It’s about time us millennials become adults and thus, make films about becoming adults. Carlos Marques-Marcet’s The Days To Come is about that jolt from young adulthood into actual adulthood. It’s also about how the degree of difficulty in stepping into adulthood varies even withing cis heterosexuals. Vir (Maria Rodriguez Soto) reveals the pregnancy to her coworker. He then tells her to keep it a secret, which is revelatory of the kind of labour laws in Catalonia. Her boyfriend, Lluis (David Verdaguer), gets congratulations from his friends. They take him out to an impromptu game of street soccer. The camera closes up on him as he realizes that he may not get boys nights out like this anymore.

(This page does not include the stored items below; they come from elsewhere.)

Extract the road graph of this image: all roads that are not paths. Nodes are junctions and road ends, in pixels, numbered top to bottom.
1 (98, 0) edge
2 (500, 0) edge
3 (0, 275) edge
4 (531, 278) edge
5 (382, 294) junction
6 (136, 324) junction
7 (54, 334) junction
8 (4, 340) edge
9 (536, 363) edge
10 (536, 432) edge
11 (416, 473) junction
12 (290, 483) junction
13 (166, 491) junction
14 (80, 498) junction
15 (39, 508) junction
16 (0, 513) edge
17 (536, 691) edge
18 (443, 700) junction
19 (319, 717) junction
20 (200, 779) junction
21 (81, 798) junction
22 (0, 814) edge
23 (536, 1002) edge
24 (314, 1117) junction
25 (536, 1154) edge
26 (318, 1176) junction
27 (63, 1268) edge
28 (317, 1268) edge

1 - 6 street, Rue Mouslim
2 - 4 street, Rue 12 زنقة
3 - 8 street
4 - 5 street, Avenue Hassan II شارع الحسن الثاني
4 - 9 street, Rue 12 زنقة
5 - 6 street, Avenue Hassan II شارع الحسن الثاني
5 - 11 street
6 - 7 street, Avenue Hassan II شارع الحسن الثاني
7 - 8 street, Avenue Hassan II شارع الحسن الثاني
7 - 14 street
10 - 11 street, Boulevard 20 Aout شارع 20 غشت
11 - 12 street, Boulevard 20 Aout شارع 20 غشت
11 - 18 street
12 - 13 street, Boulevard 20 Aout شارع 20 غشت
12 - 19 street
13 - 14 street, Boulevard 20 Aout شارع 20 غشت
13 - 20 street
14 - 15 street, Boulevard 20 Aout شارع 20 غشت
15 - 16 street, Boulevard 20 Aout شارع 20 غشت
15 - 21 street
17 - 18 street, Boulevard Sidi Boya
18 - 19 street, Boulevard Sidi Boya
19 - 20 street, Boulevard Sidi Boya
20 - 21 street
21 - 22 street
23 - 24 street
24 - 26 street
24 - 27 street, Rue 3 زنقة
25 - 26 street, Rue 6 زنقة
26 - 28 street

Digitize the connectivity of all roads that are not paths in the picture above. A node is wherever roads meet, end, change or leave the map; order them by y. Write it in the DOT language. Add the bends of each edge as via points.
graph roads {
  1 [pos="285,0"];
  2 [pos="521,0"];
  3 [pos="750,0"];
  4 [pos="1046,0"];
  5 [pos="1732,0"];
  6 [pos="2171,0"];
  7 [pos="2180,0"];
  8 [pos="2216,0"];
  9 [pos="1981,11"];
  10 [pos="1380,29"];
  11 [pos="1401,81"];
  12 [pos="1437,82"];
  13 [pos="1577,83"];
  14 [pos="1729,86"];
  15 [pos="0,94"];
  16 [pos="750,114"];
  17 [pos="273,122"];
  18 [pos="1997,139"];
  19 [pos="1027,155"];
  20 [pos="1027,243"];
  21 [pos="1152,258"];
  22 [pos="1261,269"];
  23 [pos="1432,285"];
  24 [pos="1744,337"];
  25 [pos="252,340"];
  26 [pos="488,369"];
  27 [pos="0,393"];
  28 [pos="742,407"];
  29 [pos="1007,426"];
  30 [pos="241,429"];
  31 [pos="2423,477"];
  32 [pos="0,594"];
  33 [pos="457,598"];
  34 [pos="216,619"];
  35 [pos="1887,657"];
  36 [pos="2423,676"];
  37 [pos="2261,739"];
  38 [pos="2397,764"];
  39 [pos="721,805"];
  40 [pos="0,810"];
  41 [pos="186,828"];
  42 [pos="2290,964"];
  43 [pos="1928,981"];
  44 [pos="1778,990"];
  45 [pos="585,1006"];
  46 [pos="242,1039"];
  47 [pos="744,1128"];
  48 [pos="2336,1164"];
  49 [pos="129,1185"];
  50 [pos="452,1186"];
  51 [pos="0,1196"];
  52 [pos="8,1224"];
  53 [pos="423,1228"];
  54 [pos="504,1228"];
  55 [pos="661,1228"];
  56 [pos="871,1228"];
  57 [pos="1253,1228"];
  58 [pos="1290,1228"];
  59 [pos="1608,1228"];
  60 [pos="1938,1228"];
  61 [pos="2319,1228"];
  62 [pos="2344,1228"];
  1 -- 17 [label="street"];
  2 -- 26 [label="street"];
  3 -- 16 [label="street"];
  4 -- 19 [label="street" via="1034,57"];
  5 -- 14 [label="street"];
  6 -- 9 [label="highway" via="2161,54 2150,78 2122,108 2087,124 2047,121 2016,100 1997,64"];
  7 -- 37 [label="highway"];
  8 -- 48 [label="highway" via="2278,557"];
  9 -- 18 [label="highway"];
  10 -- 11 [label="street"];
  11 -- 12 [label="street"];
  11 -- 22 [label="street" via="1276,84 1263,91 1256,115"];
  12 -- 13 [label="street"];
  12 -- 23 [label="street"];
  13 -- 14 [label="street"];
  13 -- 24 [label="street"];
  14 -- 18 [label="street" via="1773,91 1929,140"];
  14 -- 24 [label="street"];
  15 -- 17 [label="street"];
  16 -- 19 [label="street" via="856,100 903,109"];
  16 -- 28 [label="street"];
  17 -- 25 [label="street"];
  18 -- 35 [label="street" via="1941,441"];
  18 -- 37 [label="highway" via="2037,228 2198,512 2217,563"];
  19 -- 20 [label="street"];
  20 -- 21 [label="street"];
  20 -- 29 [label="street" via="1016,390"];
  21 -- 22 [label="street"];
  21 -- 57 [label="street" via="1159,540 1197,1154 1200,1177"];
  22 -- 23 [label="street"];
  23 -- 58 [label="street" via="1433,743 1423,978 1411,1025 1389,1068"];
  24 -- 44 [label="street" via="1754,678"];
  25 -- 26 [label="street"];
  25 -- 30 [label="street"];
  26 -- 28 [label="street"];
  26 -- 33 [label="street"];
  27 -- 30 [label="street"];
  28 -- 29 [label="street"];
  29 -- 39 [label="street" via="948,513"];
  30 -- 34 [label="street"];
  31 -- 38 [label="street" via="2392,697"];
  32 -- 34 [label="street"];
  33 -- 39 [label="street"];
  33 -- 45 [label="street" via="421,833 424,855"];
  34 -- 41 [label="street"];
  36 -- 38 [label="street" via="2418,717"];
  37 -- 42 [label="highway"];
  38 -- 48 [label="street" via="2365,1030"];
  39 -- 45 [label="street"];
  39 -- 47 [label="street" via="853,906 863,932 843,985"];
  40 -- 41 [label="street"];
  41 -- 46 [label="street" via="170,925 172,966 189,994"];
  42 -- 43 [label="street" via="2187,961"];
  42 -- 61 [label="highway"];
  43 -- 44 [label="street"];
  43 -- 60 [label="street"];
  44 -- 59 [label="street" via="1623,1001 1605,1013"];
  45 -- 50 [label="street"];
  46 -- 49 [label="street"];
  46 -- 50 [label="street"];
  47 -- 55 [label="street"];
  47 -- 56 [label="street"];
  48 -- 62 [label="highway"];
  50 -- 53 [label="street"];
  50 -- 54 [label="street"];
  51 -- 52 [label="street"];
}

Rodriguez Soto is actually pregnant during the production of Days To, and Verdaguer is her actual boyfriend and her baby’s father. Verdaguer and Marques-Marcet were wrapping up a different film when Rodriguez Soto discovered her pregnancy. And all three thought it was a good idea to fictionalize the process, which is a gamble that works. This bit of trivia informs the film’s experience, as their characters do things like choose a name for the baby (Lupe Verdaguer Rodríguez). Their laughs seem more real, adding to the undertone of tension between their characters whose differences start surfacing. As the film progresses they’re not just fighting about certain baby names.
Days To Come also depicts the other sources of the arguments that these characters begin to have. One of those things is what looks like a YouTube video about artificial births. Both have contradictory methods about different artificial and natural methods of birth. Lluis makes a comment about how modernity doesn’t require pain anymore, which turns into an argument. This comment, as well as the dialogue, obviously reveals a lot about their characters. But what the cast and crew’s semi improv dialogue exposes is the kind of sentiments that people have against their generation. There’s also a lot of thought in the production design here, showing that their apartment lacks a lot of things that other people may have.
Vir’s pregnancy can end like most pregnancies do. Either she gets an abortion, she miscarries, or actually gives birth to her baby. There are moments when it feels like Lluis is taking over Days to. This is especially true in depicting his ethical quandaries and him turning into a male version of a walking mommy blog. But thankfully, the film steers back to depicting Vir’s struggles. The scene where she gives birth has a cinema verité effect and it doesn’t surprise me if this scene is actually depicting Rodriguez Soto giving birth. And again, the film’s colours and textures say so much about the realities of childbirth that pop up despite modern improvements.
The Days To Come comes soon to OVID.